Потом пение органа поразило мой слух, и в дверях штаба появилась старуха с распущенными желтыми волосами. Она двигалась, как собака с перебитой лапой, кружась и припадая к земле. Зрачки ее были налиты белой влагой слепоты и брызгали слезами. Звуки органа, то тягостные, то поспешные, подплывали к нам. Полет их был труден, и след их звенел жалобно и долго. Старуха вытерла слезы желтыми своими волосами, села на землю и стала целовать сапоги мои у колена. Орган умолк и потом захохотал на басовых нотах. Я схватил старуху за руку и оглянулся. Писаря стучали на машинках, вестовые храпели все заливистей и шпоры их резали войлок под бархатной обивкой диванов. Старуха целовала мои сапоги с нежностью, обняв их, как младенца. Я потащил ее к выходу и запер за собой дверь. Костел стал передо мной ослепительный, как декорация. Боковые ворота его были раскрыты и на могилах польских офицеров валялись конские черепа.
Мы вбежали во двор, прошли сумрачный коридор и попали в квадратную комнату, пристроенную к алтарю. Там хозяйничала Сашка, любовница Шевелева и сестра 31 полка. Она разорвала ризы и сорвала шелк с чьих-то одеяний. Мертвенный аромат парчи, рассыпавшихся цветов, душистого тления лился в ее трепещущие ноздри, щекоча ее и отравляя. Потом в комнату вошли казаки. Они захохотали и схватили ее за грудь и сунули ей под юбки золоченые палки от балдахина. Курдюков, придурковатый малый, ударил ее по носу кадилом, а Биценко кинул с размаху на гору материй и священных книг. Казаки заголили тело Сашки, цветущее и вонючее, как мясо только что зарезанной коровы, они заголили ее ноги эскадронной дамы, чугунные и стройные ноги, и Курдюков, придурковатый малый, усевшись на Сашке верхом и трясясь, как в седле, притворился объятым страстью. Она сбросила его, разбила ему голову и кинулась к своему мешку. Я и казаки - мы едва отогнали ее от шелков. Направив на нас наган, она уходила, раскачиваясь, ворчала, как рассерженный пес, и тащила за собой мешок. Она унесла мешок с собой, и только тогда, пройдя алтарь, мы проникли в костел.

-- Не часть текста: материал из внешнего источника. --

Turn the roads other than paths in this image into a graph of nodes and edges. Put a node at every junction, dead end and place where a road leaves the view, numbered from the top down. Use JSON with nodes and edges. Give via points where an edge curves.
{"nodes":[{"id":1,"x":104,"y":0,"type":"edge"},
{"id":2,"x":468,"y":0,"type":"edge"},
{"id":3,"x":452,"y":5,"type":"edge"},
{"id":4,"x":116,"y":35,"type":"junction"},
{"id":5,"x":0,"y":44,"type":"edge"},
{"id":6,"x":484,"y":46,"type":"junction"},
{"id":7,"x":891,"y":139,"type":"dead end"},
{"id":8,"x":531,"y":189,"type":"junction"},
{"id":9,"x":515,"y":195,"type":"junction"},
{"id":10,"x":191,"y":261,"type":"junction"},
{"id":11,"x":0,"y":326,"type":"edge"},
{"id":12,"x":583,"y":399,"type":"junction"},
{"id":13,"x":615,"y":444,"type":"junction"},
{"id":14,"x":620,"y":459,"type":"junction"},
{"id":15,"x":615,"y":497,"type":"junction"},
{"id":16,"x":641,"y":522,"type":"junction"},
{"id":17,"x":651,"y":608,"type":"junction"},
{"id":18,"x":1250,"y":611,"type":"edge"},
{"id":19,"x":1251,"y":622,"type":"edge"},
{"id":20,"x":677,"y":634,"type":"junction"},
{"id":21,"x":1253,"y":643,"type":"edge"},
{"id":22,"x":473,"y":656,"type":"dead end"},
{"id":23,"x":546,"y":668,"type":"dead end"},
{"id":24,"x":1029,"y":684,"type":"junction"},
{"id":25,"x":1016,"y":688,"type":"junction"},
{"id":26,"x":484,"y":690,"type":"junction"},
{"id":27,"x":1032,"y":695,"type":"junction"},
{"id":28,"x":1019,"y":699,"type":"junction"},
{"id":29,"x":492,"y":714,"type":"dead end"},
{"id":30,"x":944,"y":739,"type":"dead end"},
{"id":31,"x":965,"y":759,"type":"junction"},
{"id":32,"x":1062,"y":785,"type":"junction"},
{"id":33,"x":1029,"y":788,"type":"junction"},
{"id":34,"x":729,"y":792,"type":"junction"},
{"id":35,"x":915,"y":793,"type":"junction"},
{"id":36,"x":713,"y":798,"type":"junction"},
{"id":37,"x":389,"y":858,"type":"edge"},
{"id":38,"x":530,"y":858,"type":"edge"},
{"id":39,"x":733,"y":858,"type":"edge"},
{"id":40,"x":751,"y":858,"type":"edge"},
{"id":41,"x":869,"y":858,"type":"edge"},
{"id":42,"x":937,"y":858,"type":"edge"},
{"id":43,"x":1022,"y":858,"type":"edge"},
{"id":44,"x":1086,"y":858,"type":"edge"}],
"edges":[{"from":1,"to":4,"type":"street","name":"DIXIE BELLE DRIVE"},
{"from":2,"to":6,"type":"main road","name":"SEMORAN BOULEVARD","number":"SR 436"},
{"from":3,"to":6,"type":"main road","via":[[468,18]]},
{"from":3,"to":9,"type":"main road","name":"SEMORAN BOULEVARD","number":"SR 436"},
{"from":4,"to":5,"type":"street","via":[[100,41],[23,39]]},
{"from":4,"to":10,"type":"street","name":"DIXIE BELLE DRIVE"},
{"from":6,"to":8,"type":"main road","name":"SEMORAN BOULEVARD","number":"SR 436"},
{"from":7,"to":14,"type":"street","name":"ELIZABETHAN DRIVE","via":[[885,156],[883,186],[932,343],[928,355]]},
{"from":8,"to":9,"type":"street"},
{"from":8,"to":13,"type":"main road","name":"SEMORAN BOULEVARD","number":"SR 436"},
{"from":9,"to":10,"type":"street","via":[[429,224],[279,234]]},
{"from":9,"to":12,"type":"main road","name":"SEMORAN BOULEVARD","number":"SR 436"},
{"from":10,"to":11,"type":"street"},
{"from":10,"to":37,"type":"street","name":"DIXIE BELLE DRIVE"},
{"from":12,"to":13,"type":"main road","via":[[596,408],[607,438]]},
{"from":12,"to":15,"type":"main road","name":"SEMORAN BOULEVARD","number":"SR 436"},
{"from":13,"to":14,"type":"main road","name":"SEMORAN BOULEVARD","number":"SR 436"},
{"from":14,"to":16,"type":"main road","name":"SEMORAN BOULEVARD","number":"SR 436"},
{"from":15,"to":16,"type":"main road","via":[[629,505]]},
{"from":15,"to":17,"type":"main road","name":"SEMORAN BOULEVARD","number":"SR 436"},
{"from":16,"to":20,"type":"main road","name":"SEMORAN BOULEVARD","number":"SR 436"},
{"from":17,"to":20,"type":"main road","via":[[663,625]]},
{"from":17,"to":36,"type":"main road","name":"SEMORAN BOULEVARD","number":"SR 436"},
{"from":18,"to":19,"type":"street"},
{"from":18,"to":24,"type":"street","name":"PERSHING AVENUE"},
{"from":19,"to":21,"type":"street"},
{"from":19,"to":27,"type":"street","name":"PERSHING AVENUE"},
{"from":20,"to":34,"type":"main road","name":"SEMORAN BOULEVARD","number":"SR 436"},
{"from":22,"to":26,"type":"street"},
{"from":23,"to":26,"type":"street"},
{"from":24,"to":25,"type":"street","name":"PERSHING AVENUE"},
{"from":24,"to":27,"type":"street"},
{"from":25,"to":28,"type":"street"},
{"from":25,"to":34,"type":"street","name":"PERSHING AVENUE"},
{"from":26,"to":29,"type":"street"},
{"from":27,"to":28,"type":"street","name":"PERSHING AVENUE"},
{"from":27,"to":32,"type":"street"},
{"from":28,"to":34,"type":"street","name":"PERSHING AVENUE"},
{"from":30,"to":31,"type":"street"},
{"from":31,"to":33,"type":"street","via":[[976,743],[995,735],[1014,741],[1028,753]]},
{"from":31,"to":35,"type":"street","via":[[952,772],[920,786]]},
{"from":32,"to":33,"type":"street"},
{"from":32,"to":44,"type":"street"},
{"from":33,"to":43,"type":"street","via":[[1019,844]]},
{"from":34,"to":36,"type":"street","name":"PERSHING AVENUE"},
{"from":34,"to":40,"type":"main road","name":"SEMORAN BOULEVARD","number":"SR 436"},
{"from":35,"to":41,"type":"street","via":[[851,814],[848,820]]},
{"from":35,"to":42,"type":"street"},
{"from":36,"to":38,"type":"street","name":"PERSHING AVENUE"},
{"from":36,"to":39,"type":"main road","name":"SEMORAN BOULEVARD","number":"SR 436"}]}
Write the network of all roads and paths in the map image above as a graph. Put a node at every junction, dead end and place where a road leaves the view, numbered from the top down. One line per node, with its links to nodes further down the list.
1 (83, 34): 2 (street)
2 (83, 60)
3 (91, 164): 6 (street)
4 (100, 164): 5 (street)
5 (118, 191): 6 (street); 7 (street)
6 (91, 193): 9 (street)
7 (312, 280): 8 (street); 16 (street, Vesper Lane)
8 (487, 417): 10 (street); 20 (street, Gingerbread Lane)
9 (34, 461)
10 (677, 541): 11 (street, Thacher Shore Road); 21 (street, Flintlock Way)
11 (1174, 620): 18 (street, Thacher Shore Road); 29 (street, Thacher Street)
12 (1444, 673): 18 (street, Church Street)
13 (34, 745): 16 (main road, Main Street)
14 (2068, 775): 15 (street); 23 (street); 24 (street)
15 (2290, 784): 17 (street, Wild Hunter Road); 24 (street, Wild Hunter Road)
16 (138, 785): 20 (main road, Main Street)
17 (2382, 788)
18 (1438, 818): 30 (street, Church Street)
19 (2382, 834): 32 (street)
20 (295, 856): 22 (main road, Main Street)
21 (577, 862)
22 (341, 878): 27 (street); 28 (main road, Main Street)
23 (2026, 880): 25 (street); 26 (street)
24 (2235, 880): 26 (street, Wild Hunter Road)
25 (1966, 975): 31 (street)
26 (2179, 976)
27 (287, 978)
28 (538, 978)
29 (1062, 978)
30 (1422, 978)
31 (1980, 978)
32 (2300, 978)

Он был полон света, этот костел, он был полон танцующих лучей, воздушных столбов, какого-то прохладного веселья. Как забыть мне картину, висевшую у правого придела и написанную, я уверен в этом, божественным Аполеком. На этой картине двенадцать розовых патеров качали в люльке, перевитой лентами, пухлого младенца Исуса. Пальцы ног его оттопырены и тело отлакировано утренним жарким потом. Дитя барахтается на жирной спинке, собранной в складки, и двенадцать апостолов в кардинальских тиарах склонились над колыбелью.
Их лица выбриты до синевы, и пламенные плащи оттопыриваются на животах. Глаза апостолов сверкают мудростью, решимостью, весельем, в углах их рта бродит тонкая усмешка, и на двойные подбородки посажены огненные бородавки, малиновые бородавки, как молодая редиска в мае.
В этом храме Берестечка была своя, была обольстительная точка зрения на смертные страдания сынов человеческих. В этом храме святые шли на казнь с картинностью итальянских певцов и черные волосы палачей лоснились, как борода Олоферна. Тогда же над царскими вратами я увидел кощунственное изображение Иоанна, принадлежащее еретической и упоительной кисти Аполека. На изображении этом Креститель был красив той двусмысленной и недоговоренной красотой, ради которой наложницы королей теряют свою наполовину потерянную честь и расцветающую жизнь.